══ Data under study

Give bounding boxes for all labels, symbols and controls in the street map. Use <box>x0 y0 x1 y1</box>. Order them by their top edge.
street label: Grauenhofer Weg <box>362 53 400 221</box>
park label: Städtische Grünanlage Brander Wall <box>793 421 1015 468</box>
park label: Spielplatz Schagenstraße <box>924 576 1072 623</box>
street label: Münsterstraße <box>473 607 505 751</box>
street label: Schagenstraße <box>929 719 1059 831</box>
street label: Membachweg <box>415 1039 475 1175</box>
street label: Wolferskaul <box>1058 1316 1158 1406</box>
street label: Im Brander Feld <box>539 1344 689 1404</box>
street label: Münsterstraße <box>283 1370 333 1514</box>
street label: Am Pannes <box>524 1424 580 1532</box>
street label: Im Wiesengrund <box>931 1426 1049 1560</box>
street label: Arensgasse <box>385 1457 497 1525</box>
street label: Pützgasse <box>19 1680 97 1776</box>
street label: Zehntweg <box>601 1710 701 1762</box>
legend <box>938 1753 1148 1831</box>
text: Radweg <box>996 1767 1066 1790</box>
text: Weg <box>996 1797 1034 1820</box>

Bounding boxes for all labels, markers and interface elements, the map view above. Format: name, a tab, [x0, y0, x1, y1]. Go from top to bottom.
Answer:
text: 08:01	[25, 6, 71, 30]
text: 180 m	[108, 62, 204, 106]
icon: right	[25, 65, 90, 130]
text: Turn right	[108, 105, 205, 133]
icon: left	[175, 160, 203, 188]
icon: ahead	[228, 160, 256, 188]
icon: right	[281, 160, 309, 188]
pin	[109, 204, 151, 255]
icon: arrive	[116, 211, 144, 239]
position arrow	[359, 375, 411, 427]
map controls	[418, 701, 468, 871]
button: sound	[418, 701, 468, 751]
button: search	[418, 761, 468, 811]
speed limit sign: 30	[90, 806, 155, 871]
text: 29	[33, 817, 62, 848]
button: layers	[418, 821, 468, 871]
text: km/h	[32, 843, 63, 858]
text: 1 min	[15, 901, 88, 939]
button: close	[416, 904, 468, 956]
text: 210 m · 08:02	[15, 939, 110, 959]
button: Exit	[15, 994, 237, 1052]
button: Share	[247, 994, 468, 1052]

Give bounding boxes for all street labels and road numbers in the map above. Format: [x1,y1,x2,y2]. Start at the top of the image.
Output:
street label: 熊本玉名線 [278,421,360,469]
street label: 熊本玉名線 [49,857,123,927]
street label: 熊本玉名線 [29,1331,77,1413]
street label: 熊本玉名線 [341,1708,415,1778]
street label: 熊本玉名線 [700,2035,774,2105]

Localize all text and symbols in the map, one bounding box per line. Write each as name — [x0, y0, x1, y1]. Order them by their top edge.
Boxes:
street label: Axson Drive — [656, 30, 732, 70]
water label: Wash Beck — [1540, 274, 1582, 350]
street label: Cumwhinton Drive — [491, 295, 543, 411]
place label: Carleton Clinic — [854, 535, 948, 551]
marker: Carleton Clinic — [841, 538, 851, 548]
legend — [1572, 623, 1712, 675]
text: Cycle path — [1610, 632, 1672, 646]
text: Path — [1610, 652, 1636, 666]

════

__Task to carry out__:
Lines from the one with "Give bounding boxes for all street" through the end of the data: set these down exactly, including both ends and nothing more.

__Expected output__:
Give bounding boxes for all street labels and road numbers in the map above. Format: [x1,y1,x2,y2]. Start at the top of the image.
Output:
street label: 熊本玉名線 [278,421,360,469]
street label: 熊本玉名線 [49,857,123,927]
street label: 熊本玉名線 [29,1331,77,1413]
street label: 熊本玉名線 [341,1708,415,1778]
street label: 熊本玉名線 [700,2035,774,2105]

Localize all text and symbols in the map, one bounding box per line. Write each as name — [x0, y0, x1, y1]. Order them by their top edge.
Boxes:
street label: Axson Drive — [656, 30, 732, 70]
water label: Wash Beck — [1540, 274, 1582, 350]
street label: Cumwhinton Drive — [491, 295, 543, 411]
place label: Carleton Clinic — [854, 535, 948, 551]
marker: Carleton Clinic — [841, 538, 851, 548]
legend — [1572, 623, 1712, 675]
text: Cycle path — [1610, 632, 1672, 646]
text: Path — [1610, 652, 1636, 666]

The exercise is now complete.